We spent three hours together that afternoon and I knew in speaking to him, how much being inducted into Maine's Baseball Hall of Fame would mean to him.
Like many of the 40 men I interviewed for When Towns Had Teams, Truman still took pride in the accomplishments that he had achieved on the baseball diamond. One of the best indications of this was born out to me in March, the following year. I was giving one of my first talks on my upcoming book at the Auburn Public Library. On that cold late winter evening, nearly 30 people showed up for my talk, most of them being former town team legends.
My talk was scheduled to start at 7, but these old-timers (including Stubby) were trying to one-up one another with stories, reliving the days when maybe they struck out a great hitter, three times, or when one of those hitters won the game with a blast over the trees in the distance. I enjoyed just sitting back, listening, knowing I played a part in bringing these guys together one more time.

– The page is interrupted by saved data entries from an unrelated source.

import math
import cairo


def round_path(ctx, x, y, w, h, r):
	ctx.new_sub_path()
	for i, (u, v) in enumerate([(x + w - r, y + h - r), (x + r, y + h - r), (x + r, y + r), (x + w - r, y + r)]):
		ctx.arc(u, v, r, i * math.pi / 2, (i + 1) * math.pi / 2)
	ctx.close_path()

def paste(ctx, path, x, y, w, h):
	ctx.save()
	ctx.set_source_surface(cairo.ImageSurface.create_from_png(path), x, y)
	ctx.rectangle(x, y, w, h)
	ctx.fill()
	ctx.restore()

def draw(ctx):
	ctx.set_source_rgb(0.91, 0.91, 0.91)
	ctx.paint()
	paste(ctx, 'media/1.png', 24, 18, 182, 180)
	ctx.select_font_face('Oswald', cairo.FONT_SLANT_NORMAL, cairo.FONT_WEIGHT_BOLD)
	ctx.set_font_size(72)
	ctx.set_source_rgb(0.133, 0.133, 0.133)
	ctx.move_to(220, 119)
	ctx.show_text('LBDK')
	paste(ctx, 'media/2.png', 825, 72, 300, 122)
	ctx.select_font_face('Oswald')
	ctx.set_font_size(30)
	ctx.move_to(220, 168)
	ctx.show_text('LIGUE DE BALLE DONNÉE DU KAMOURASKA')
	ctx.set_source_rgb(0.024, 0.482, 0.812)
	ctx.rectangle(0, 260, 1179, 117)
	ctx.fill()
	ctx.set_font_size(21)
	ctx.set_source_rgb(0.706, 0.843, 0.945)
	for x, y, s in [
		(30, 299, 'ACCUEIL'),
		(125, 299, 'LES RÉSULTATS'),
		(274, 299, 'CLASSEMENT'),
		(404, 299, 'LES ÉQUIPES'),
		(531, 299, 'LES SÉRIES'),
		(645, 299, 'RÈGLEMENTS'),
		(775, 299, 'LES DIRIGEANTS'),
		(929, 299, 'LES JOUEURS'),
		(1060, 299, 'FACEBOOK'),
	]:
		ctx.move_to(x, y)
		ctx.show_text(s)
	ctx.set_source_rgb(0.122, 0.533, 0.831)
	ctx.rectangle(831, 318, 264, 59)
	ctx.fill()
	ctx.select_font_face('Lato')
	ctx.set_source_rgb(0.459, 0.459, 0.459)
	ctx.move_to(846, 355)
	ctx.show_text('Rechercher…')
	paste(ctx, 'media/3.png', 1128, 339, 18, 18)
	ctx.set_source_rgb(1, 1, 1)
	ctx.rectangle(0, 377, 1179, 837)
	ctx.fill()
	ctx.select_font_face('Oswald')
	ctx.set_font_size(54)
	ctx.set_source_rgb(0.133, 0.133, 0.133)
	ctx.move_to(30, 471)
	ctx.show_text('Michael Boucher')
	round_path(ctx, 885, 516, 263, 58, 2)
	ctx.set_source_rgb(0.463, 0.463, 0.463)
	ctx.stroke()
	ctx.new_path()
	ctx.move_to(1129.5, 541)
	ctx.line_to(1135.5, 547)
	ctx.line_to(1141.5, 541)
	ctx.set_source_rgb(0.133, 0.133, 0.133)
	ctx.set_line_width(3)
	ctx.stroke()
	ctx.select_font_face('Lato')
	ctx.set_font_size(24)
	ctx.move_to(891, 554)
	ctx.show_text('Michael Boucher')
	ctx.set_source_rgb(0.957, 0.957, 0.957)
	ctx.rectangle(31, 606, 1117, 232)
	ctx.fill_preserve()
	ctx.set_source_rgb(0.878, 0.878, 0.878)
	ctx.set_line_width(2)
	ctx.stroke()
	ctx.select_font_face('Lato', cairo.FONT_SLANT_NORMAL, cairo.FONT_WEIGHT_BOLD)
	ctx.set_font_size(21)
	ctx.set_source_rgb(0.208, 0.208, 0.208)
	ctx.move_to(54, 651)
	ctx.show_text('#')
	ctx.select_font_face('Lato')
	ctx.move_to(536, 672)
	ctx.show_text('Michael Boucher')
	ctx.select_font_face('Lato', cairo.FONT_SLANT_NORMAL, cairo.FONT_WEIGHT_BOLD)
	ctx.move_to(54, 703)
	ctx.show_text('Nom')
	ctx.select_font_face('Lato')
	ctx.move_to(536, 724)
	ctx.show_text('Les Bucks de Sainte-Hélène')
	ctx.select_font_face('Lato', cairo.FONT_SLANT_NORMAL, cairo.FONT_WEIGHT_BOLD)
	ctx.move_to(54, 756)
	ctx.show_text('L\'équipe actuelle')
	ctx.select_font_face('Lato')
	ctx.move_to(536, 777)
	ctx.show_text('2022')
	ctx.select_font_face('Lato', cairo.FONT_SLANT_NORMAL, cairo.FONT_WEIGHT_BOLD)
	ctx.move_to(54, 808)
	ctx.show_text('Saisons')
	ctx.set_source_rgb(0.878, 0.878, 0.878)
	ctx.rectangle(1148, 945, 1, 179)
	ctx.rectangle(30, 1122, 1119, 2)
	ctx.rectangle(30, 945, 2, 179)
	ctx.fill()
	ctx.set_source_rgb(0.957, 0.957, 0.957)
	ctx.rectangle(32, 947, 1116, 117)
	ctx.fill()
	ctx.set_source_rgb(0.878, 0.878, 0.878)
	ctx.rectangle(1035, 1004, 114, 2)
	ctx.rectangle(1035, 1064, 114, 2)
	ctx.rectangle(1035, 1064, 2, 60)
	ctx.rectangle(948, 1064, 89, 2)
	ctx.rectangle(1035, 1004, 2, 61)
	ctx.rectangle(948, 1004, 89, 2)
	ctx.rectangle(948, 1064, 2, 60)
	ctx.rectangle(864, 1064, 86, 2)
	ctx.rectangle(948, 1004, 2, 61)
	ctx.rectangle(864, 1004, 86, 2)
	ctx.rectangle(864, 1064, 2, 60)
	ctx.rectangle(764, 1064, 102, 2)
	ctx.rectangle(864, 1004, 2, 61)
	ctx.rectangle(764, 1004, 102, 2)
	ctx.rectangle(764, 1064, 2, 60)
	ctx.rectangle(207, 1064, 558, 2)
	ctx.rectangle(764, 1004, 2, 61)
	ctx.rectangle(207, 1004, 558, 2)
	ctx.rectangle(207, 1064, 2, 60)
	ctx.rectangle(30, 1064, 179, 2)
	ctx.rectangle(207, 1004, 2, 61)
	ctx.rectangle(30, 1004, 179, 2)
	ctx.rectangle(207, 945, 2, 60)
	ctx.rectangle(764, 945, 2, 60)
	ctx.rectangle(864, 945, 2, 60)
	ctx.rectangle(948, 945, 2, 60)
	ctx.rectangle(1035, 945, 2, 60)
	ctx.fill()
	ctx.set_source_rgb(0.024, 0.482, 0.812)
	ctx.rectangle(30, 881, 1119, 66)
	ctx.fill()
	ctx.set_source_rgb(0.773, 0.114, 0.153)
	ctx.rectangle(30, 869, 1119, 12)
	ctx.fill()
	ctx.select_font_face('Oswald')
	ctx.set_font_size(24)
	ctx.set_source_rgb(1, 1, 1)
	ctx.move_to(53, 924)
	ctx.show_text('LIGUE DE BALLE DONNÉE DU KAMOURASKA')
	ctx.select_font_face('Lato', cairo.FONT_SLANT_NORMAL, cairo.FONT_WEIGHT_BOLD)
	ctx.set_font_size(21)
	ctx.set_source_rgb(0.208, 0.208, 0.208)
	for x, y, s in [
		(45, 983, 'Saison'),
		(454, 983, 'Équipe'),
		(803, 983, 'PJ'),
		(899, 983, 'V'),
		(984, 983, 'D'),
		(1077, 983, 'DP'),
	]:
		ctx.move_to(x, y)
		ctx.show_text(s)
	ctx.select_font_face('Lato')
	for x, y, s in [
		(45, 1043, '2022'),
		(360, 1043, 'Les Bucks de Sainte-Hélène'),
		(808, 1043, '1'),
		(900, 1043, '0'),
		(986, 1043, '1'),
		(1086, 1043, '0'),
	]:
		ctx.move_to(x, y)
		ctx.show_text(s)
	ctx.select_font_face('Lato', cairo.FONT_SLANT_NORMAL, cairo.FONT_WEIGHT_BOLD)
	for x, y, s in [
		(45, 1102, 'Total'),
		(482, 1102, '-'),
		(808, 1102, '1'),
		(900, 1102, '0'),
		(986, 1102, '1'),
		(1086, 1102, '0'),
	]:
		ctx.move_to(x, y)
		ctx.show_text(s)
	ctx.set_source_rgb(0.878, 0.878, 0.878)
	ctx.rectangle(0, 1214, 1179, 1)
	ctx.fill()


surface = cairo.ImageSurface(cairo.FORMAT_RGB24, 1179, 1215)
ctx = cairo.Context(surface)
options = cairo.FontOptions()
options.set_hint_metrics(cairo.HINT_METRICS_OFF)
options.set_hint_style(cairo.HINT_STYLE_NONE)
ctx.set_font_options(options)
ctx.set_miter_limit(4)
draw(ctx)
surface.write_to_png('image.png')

Two weeks ago, I received an email from Stubby's daughter-in-law. She wrote that Stubby was terminally ill. While struggling with the questions of "why" that accompany being dealt this hand, she indicated that Stubby was still as upbeat and filled with life as was possible when you know that your days are numbered. Apparently, Stubby received a call on Christmas Eve, indicating he had been selected for a July induction into Maine's pinnacle of baseball achievement, the prestigious Hall of Fame. His daughter-in-law said there was alot of joy in the Truman household. She also told me that she felt my book had much to do with his induction.

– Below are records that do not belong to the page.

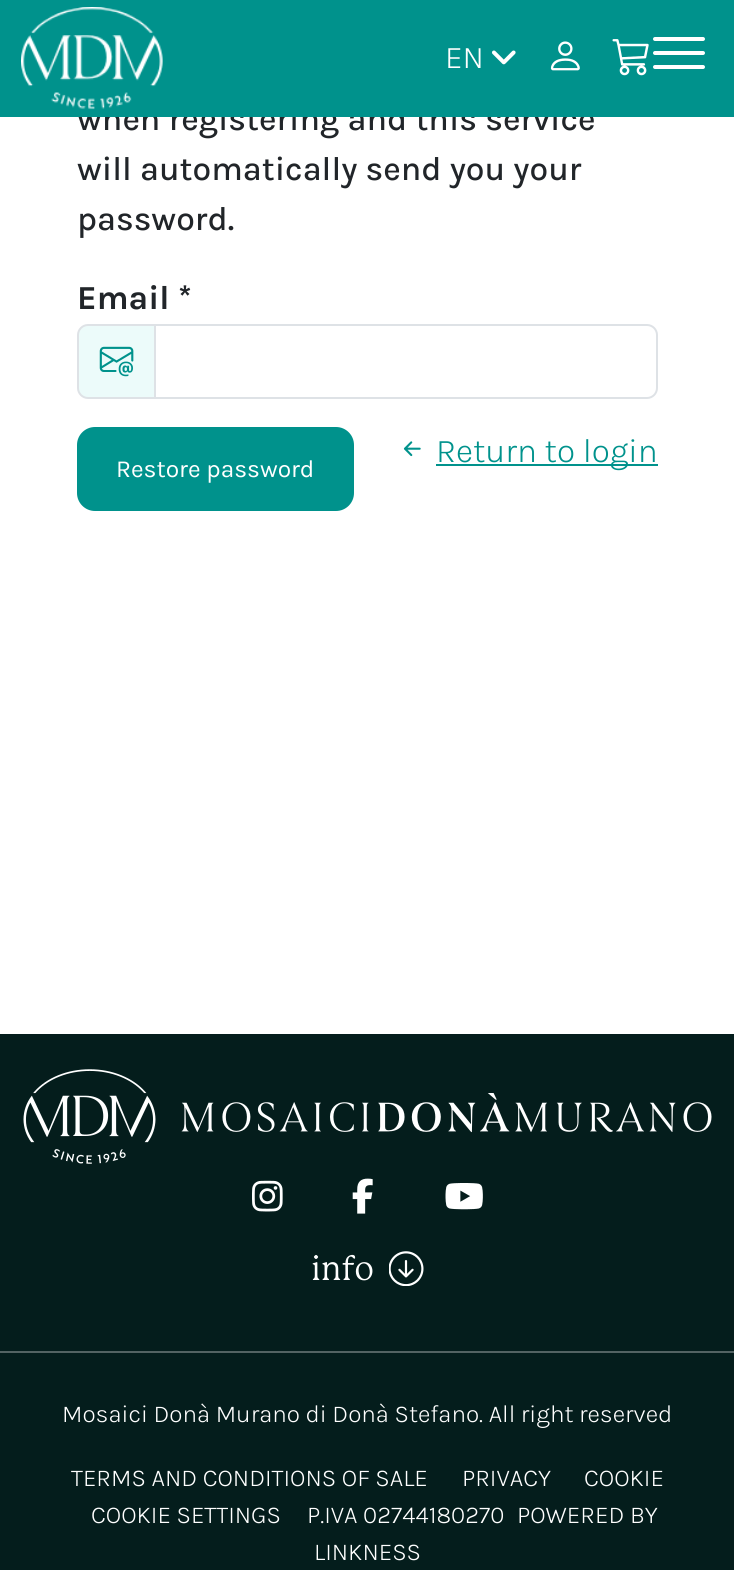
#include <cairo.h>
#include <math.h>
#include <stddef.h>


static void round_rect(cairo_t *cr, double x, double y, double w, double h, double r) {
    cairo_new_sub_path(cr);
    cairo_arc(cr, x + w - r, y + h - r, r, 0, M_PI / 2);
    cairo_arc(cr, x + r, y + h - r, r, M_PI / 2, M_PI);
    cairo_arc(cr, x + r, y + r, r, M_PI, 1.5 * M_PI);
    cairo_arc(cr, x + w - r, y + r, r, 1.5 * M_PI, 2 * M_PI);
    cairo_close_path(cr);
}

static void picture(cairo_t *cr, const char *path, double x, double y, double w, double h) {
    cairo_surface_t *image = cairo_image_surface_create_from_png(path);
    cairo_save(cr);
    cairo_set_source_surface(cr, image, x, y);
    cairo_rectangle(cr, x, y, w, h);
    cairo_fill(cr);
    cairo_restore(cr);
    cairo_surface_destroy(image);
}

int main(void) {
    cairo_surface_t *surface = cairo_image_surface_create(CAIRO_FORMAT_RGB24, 734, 1570);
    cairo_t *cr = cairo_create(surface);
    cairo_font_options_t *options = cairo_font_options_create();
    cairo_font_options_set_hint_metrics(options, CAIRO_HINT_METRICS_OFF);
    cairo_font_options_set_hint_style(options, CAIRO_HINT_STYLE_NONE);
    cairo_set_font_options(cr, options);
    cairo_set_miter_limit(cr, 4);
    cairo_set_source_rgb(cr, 1, 1, 1);
    cairo_paint(cr);
    cairo_select_font_face(cr, "Karla Medium", CAIRO_FONT_SLANT_NORMAL, CAIRO_FONT_WEIGHT_NORMAL);
    cairo_set_font_size(cr, 33.6);
    cairo_set_source_rgb(cr, 0.129, 0.145, 0.161);
    cairo_move_to(cr, 77, 130);
    cairo_show_text(cr, "when registering and this service");
    cairo_set_source_rgb(cr, 0, 0.573, 0.549);
    cairo_rectangle(cr, 0, 0, 734, 117);
    cairo_fill(cr);
    picture(cr, "img1.png", 21, 7, 142, 103);
    cairo_select_font_face(cr, "Karla Light", CAIRO_FONT_SLANT_NORMAL, CAIRO_FONT_WEIGHT_NORMAL);
    cairo_set_font_size(cr, 32);
    cairo_set_source_rgb(cr, 1, 1, 1);
    cairo_move_to(cr, 445, 68);
    cairo_show_text(cr, "EN");
    picture(cr, "img2.png", 492, 50, 24, 15);
    picture(cr, "img3.png", 550, 41, 30, 30);
    picture(cr, "img4.png", 612, 39, 37, 37);
    round_rect(cr, 653, 51, 52, 4, 2);
    cairo_fill(cr);
    round_rect(cr, 653, 37, 52, 4, 2);
    cairo_fill(cr);
    round_rect(cr, 653, 65, 52, 4, 2);
    cairo_fill(cr);
    cairo_select_font_face(cr, "Karla Medium", CAIRO_FONT_SLANT_NORMAL, CAIRO_FONT_WEIGHT_NORMAL);
    cairo_set_font_size(cr, 33.6);
    cairo_set_source_rgb(cr, 0.129, 0.145, 0.161);
    cairo_move_to(cr, 77, 180);
    cairo_show_text(cr, "will automatically send you your");
    cairo_move_to(cr, 77, 230);
    cairo_show_text(cr, "password.");
    cairo_select_font_face(cr, "Karla", CAIRO_FONT_SLANT_NORMAL, CAIRO_FONT_WEIGHT_BOLD);
    cairo_move_to(cr, 77, 309);
    cairo_show_text(cr, "Email *");
    cairo_set_source_rgb(cr, 0.925, 0.984, 0.98);
    cairo_new_path(cr);
    cairo_move_to(cr, 88, 325);
    cairo_line_to(cr, 155, 325);
    cairo_line_to(cr, 155, 398);
    cairo_line_to(cr, 88, 398);
    cairo_curve_to(cr, 82.5, 398, 78, 393.5, 78, 388);
    cairo_line_to(cr, 78, 335);
    cairo_curve_to(cr, 78, 329.5, 82.5, 325, 88, 325);
    cairo_close_path(cr);
    cairo_fill_preserve(cr);
    cairo_set_source_rgb(cr, 0.871, 0.886, 0.902);
    cairo_stroke(cr);
    picture(cr, "img5.png", 99, 346, 35, 31);
    cairo_new_path(cr);
    cairo_move_to(cr, 155, 325);
    cairo_line_to(cr, 647, 325);
    cairo_curve_to(cr, 652.5, 325, 657, 329.5, 657, 335);
    cairo_line_to(cr, 657, 388);
    cairo_curve_to(cr, 657, 393.5, 652.5, 398, 647, 398);
    cairo_line_to(cr, 155, 398);
    cairo_close_path(cr);
    cairo_stroke(cr);
    cairo_set_source_rgb(cr, 0, 0.573, 0.549);
    round_rect(cr, 77, 427, 277, 84, 18);
    cairo_fill(cr);
    cairo_select_font_face(cr, "Karla", CAIRO_FONT_SLANT_NORMAL, CAIRO_FONT_WEIGHT_NORMAL);
    cairo_set_font_size(cr, 24.5);
    cairo_set_source_rgb(cr, 1, 1, 1);
    cairo_move_to(cr, 116, 477);
    cairo_show_text(cr, "Restore password");
    picture(cr, "img6.png", 403, 441, 18, 16);
    cairo_set_source_rgb(cr, 0, 0.573, 0.549);
    cairo_rectangle(cr, 436, 464, 222, 2);
    cairo_fill(cr);
    cairo_select_font_face(cr, "Karla Light", CAIRO_FONT_SLANT_NORMAL, CAIRO_FONT_WEIGHT_NORMAL);
    cairo_set_font_size(cr, 33.6);
    cairo_move_to(cr, 436, 462);
    cairo_show_text(cr, "Return to login");
    cairo_set_source_rgb(cr, 0.016, 0.114, 0.11);
    cairo_rectangle(cr, 0, 1034, 734, 536);
    cairo_fill(cr);
    picture(cr, "img7.png", 23, 1069, 689, 95);
    picture(cr, "img8.png", 252, 1180, 31, 32);
    picture(cr, "img9.png", 352, 1178, 21, 36);
    picture(cr, "img10.png", 445, 1183, 38, 27);
    cairo_select_font_face(cr, "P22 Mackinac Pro", CAIRO_FONT_SLANT_NORMAL, CAIRO_FONT_WEIGHT_NORMAL);
    cairo_set_source_rgb(cr, 1, 1, 1);
    cairo_move_to(cr, 311, 1280);
    cairo_show_text(cr, "info");
    picture(cr, "img11.png", 389, 1251, 35, 35);
    cairo_set_source_rgb(cr, 0.325, 0.388, 0.388);
    cairo_rectangle(cr, 0, 1351, 734, 2);
    cairo_fill(cr);
    cairo_select_font_face(cr, "Karla Light", CAIRO_FONT_SLANT_NORMAL, CAIRO_FONT_WEIGHT_NORMAL);
    cairo_set_font_size(cr, 24.5);
    cairo_set_source_rgb(cr, 1, 1, 1);
    cairo_move_to(cr, 62, 1422);
    cairo_show_text(cr, "Mosaici Donà Murano di Donà Stefano. All right reserved");
    cairo_move_to(cr, 71, 1486);
    cairo_show_text(cr, "TERMS AND CONDITIONS OF SALE");
    cairo_move_to(cr, 462, 1486);
    cairo_show_text(cr, "PRIVACY");
    cairo_move_to(cr, 584, 1486);
    cairo_show_text(cr, "COOKIE");
    cairo_move_to(cr, 91, 1523);
    cairo_show_text(cr, "COOKIE SETTINGS");
    cairo_move_to(cr, 307, 1523);
    cairo_show_text(cr, "P.IVA 02744180270");
    cairo_move_to(cr, 517, 1523);
    cairo_show_text(cr, "POWERED BY");
    cairo_move_to(cr, 314, 1560);
    cairo_show_text(cr, "LINKNESS");
    cairo_surface_write_to_png(surface, "page.png");
    cairo_font_options_destroy(options);
    cairo_destroy(cr);
    cairo_surface_destroy(surface);
    return 0;
}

If my book was able to accomplish anything, it was to validate the stories and the memories that these men have left behind. I had been hoping to call Stubby and was thinking about doing that and inquring if he was up for a visit, making a note to call him over the weekend. I never got the chance because when I opened up the newspaper, his obituary was featured at the top of the page.
While Stubby was a tremendous local baseball player, twirling 10 no-hitters over his illustrious career that spanned nearly three decades, he was so much more than that. His obituary indicated that he was a pillar of his community, reviving the local fish and game club, as well as being a longtime member of the Rotary. Married to the same woman for 46 years, the obituary showed Truman to be the loving husband and father that he was, devoted to his two sons and two daughters and later, his grandchildren
I drove to Oxford yesterday afternoon to pay my respects to the family. When I walked into the packed room, I knew that this man left behind a legacy in his local community. I also observed several men that I had interviewed, opponents of Stubby, some of them bitter rivals, but here to honor a good man, someone who lived his life with honor, dignity and who enjoyed his time that he had.